Answer:
f(x) = cos(x) - sin(x) + x/π
Step-by-step explanation:
First to know your antiderivatives, you must know your derivatives!
When you take a derivative of f(x) to get -sin(x), it must be cos(x), but if f'(x) is sin(x), f(x) must be -cos(x) to cancel out the negative. Likewise to get a derivative that is -cos(x), we must need a -sin(x). Thus in this problem we will take three steps:
- f'(x) = -sin(x) + -cos(x) + C1 (We end up with a constant of integration which occurs because the derivative of any constant is 0)

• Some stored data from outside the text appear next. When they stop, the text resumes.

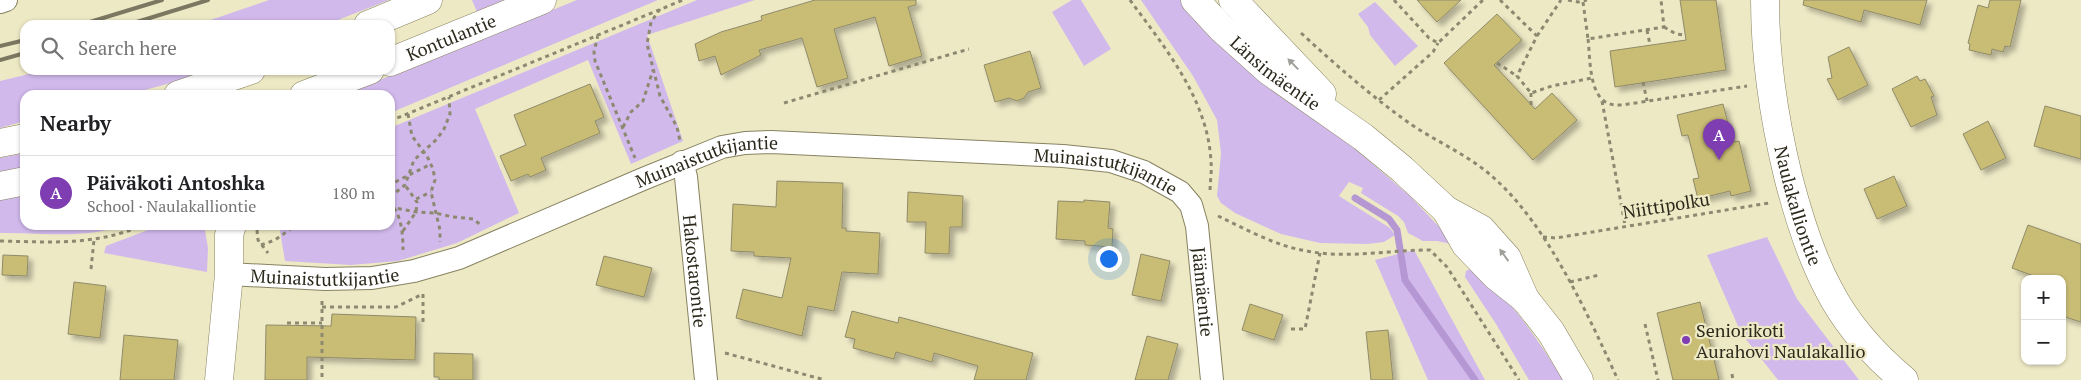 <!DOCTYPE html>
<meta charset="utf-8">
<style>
:root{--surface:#fff;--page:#f6f6f6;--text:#202124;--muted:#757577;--line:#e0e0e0;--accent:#7e3db1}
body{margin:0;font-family:"PT Serif",serif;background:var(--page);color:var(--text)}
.controls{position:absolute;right:15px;bottom:15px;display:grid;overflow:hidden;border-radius:10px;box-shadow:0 1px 4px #0004}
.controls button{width:45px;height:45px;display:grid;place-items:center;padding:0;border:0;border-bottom:1px solid var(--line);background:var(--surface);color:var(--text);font:25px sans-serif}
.you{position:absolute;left:1108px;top:258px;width:18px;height:18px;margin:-12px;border:4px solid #fff;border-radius:50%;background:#1a73e8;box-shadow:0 0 0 8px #1a73e833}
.badge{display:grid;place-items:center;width:32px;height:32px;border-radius:50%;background:var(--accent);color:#fff;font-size:16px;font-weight:700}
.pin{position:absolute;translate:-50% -41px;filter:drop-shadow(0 1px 2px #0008)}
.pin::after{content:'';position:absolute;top:26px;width:18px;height:15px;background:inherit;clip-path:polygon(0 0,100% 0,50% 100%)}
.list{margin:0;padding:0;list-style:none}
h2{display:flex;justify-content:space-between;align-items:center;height:65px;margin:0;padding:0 20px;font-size:21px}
h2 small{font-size:16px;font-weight:400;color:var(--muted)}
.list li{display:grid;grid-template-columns:32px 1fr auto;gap:15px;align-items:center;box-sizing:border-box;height:75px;padding:0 20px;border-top:1px solid var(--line)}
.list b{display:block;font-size:19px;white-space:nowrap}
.list p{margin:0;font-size:16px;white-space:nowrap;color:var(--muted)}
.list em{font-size:16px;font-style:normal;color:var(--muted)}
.icon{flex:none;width:28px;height:28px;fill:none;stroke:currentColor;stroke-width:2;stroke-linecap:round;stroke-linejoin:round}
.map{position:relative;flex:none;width:2081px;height:380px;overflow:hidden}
.search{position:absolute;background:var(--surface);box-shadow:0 1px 4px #0004;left:20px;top:20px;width:375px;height:55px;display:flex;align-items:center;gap:12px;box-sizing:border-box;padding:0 18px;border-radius:15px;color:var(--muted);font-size:19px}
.panel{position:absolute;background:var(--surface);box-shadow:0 1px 4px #0004;left:20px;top:90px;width:375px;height:140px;border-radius:15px}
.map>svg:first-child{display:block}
.green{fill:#d1b9ec}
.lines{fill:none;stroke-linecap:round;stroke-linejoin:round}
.stream{stroke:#b597d4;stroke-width:7}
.building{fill:#c9bd76;stroke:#8f8a69;filter:url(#shadow)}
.minor-casing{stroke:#878261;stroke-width:24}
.tertiary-casing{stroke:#878261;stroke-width:29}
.secondary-casing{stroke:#878261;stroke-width:29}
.primary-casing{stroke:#878261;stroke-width:29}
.path{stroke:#8d8971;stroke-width:3;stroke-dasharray:4 4;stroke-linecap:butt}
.minor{stroke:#fff;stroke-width:22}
.tertiary{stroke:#fff;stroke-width:28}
.secondary{stroke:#fff;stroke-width:28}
.primary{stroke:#fff;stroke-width:28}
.rail{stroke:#7b7761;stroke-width:4}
.oneway{fill:#a09f99}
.poi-dot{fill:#7e3db1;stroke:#eee9c5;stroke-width:2}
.labels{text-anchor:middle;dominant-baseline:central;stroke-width:4.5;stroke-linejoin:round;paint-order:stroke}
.street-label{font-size:18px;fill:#2c291c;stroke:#eee9c5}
.poi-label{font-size:18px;fill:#2c291c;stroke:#eee9c5;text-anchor:start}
</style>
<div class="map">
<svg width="2081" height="380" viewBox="0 0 2081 380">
<defs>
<filter id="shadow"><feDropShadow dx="4.5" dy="4.5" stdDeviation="2.5" flood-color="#0004"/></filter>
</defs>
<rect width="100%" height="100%" fill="#eee9c5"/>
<path class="green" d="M269 0H389L325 25H196Z
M472 0H506L477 12Z
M577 0H658L390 113V95H343Z
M697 0H755L647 35 683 141 631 164 588 60 475 109 519 213 457 243 398 261 351 265 285 261 279 225H390V128Z
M1072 0H1081L1111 49 1084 66 1052 12Z
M1141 0H1185L1280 91 1360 153 1412 198 1456 245 1437 241H1423L1408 233 1404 222 1398 216 1361 193 1363 188 1349 182 1339 196 1390 228 1395 235 1384 242 1367 244 1320 243 1281 234 1235 213 1221 203 1217 196 1221 153 1217 120 1193 76Z
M1375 2 1418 46 1395 66 1370 35 1368 27 1358 14Z
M46 70H208L182 80 126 95H25V121L0 128V81Z
M25 153V169L0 174V158Z
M25 194V225H124C83 240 43 232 0 233V200Z
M161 225H204L208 248 207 272 104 253 106 246Z
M1767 237 1797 299 1859 380H1778L1741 333 1707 255Z
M1414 250 1485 380H1428L1375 260Z
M1474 267C1510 299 1538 339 1563 380H1529L1496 324 1465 277 1466 271Z"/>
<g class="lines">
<path class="stream" d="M1355 198 1389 219 1397 230 1405 280 1475 380"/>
</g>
<path class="building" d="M815 0H916V5L908 7 922 56 889 66 875 17 834 29 848 78 817 87 802 38 759 50 761 55 721 75 715 56 699 61 695 44 721 32 762 20 761 16Z
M1417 0H1461L1437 22Z
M1680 0H1716L1726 70 1615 87 1610 51 1686 40Z
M1804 0H1927L1920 25 1864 10 1861 22 1803 5Z
M1990 0H2021L2010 47 2005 46 2003 52 1992 49 1991 55 1969 50 1970 44 1968 43 1978 5 1988 8Z
M1497 14 1522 40 1494 65 1535 109 1552 93 1577 120 1533 160 1444 63Z
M1849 47 1868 85 1838 100 1827 79 1832 78 1828 57Z
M1030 51 1041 88 1028 92 1024 98 1017 101 1009 98 995 102 984 65Z
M1917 76 1920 81 1925 79 1934 96 1931 97 1937 115 1911 127 1892 89Z
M590 84 604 117 595 121 600 133 541 158 546 170 530 177 528 174 511 181 500 156 526 145 514 115Z
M1723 104 1733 142 1739 141 1751 191 1731 196 1730 191 1698 199 1693 179 1699 178 1688 135 1682 136 1677 115Z
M2045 106 2081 116V159L2034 146Z
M1988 121 2006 158 1981 170 1963 134Z
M1894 176 1907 206 1877 219 1864 189Z
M777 181 843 183 842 228H846V231L880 233 878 274 842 272 834 311 808 306 802 336 736 318 743 289 782 298 791 258 754 256V252L731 251 733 204 776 207Z
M908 192 963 196 962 227H950L949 254 925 253 926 222H907Z
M1084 200 1110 202 1108 228 1113 229 1112 247 1085 245V241L1056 239 1058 201 1084 202Z
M2028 225 2081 244V322L2062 316V279H2042L2012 268Z
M1141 254 1170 261 1161 301 1132 295Z
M3 255 28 256 27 276 2 275Z
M604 256 652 268 644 297 596 285Z
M74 282 106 286 100 338 68 334Z
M1700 302 1719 380H1673L1657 313Z
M1250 304 1283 315 1274 340 1242 330Z
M852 311 898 323 899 317 1033 353 1026 380H974L978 366 934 353 932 362 896 352 894 359 853 348 855 339 845 337Z
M332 314 416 317 415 360 307 357V380H265L266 325 331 326Z
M1388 330 1393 380H1371L1366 332Z
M124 335 178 340 174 380H120Z
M1147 336 1178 344 1168 380H1135Z
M434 353 473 354V380H439V377H434Z"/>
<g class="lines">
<defs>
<g id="minor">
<path d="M0 2 6 0"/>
<path id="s1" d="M682 162 686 177 706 380"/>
<path id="s2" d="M229 274 325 279 372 278 414 271 459 258 643 179 722 147 745 143 771 142 1063 156 1111 161 1144 172 1180 192 1191 205 1197 226 1212 380"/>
</g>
<g id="tertiary">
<path id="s3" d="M1765 0C1765 60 1774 118 1788 176 1798 215 1810 255 1829 290 1847 325 1874 355 1904 380"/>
<path d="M219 380 229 274V235L232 225"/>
</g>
<g id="secondary">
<path id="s4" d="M1195 0 1221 28 1269 71 1363 137 1402 169 1446 210 1481 229 1507 258 1525 299"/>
<path d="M1233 0 1322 94"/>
<path d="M1446 210 1466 245 1496 276 1525 299 1551 332 1579 380"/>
</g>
<g id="primary">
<path d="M368 25 428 0"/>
<path id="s5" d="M390 62 542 0"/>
<path d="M178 95 251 70"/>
<path d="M304 95 370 70"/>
<path d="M0 143 25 138"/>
<path d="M0 186 25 181"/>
</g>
</defs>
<use href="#minor" class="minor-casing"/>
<use href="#tertiary" class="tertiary-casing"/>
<use href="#secondary" class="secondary-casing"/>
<use href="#primary" class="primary-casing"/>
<path class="path" d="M1130 0C1165 48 1208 99 1211 162 1212 172 1210 182 1210 192
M1394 0 1429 38 1438 43 1483 0
M1500 0 1537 36 1517 76 1531 93 1552 86 1592 78
M1568 0 1578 2 1587 0
M1583 2 1588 39 1664 27 1661 0
M660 9 651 22 647 44 660 96 677 127 680 141
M1664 27 1676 34 1685 35
M1647 30 1650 45
M1301 33C1337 66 1372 97 1412 125 1439 143 1470 156 1494 178 1548 226 1588 315 1618 380
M598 35 594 52 595 61 635 158
M1537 36 1561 0
M1588 39C1590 55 1589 89 1603 100 1608 105 1615 105 1622 105L1747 86
M1497 63 1517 76
M1643 82 1647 101
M1531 93V105
M1379 100 1433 52 1438 43
M1602 101 1625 225
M784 103 969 49
M408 114 412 136 427 156 433 169 435 180 431 192 440 230V242
M390 121 683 0
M623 127 631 112 643 101 653 70
M390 188 397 181 431 164
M390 197 405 185 414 160 437 139 444 129 450 114 449 97
M416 199 431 192
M390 207 416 212 435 213 453 217 465 218 473 219 481 225
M394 208C402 219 403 237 403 250
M1218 216C1246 229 1275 246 1307 251 1347 259 1389 250 1430 250L1447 267 1519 380
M304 225 317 228 322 225
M257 230 258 240 268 253
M403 231 416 212 417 202 405 185
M1543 237 1556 238 1769 203
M0 241C52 242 94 246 144 225
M261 245 275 240 296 225
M91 269 94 240
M1570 282 1599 275
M322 301V380
M322 307H396L423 294
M423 322V292
M287 323H322
M1645 324 1658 380
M1291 329H1305L1320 253
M725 353 825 380
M1732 374 1733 380"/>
<use href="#minor" class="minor"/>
<use href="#tertiary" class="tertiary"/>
<use href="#secondary" class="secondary"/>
<use href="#primary" class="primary"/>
<path class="rail" d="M80 25 162 0
M127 25 208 0
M0 46 25 40
M0 60 25 53"/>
</g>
<defs><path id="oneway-solid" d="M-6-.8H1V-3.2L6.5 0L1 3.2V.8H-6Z" transform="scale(1.25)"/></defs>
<g class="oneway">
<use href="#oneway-solid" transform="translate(1293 64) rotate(-134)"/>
<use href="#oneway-solid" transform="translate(1504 255) rotate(-126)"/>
</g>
<circle class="poi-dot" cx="1686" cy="340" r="5"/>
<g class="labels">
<g class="street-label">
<text stroke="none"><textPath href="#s5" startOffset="66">Kontulantie</textPath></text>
<text stroke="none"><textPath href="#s4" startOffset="109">Länsimäentie</textPath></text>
<text stroke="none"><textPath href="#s2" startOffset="500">Muinaistutkijantie</textPath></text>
<text stroke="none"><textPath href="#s2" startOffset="905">Muinaistutkijantie</textPath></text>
<text stroke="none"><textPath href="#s3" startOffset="209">Naulakalliontie</textPath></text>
<text transform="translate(1666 205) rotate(-9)">Niittipolku</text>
<text stroke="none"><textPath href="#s1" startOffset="110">Hakostarontie</textPath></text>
<text stroke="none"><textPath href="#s2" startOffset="96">Muinaistutkijantie</textPath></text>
<text stroke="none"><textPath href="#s2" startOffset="1089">Jäämäentie</textPath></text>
</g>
<g class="poi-label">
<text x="1696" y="330">Seniorikoti<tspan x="1696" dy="21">Aurahovi Naulakallio</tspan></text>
</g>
</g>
</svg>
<div class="controls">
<button>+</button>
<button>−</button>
</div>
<div class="you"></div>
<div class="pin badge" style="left:1719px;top:160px">A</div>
<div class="search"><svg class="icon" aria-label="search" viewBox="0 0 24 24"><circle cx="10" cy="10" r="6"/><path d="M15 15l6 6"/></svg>Search here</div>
<section class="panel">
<h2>Nearby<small></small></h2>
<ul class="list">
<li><span class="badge">A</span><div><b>Päiväkoti Antoshka</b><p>School · Naulakalliontie</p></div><em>180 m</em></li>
</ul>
</section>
</div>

- f(x) = cos(x) + -sin(x) + C1 x + C2 (We tack on another constant of integration while combining our original with X because the second antiderivative contains an infinite amount of functions with the same derivative).
- Using our initial conditions f(0) = 1, and f(π)=0. We can substitute 0 into our function using our second constant at C1(0) which is always 0. This leads us to the equation: 1 = cos(0) - sin(0) + C2 -> 1 = 1 - 0 + C2 - > C2 = 0. Finally, we can find C1 through some substitution and algebra. 0 = cos(π) - sin(π) + C1x -> 0 = (-1) - (0) + C1(π) -> 1 = C1π -> C1 = 1/π.
Therefore, when we combine our information we get:
f(x) = cos(x) - sin(x) + x/π
We can also check that our solution works through substitution.
- f(0) = 1 = cos(0) - sin(0) + 0/π = 1 - 0 + 0 = 1 (Checks out).
- f(π) = 0 = cos(π) - sin(π) + π/π = -1 - 0 + 1 = 0 (Checks out).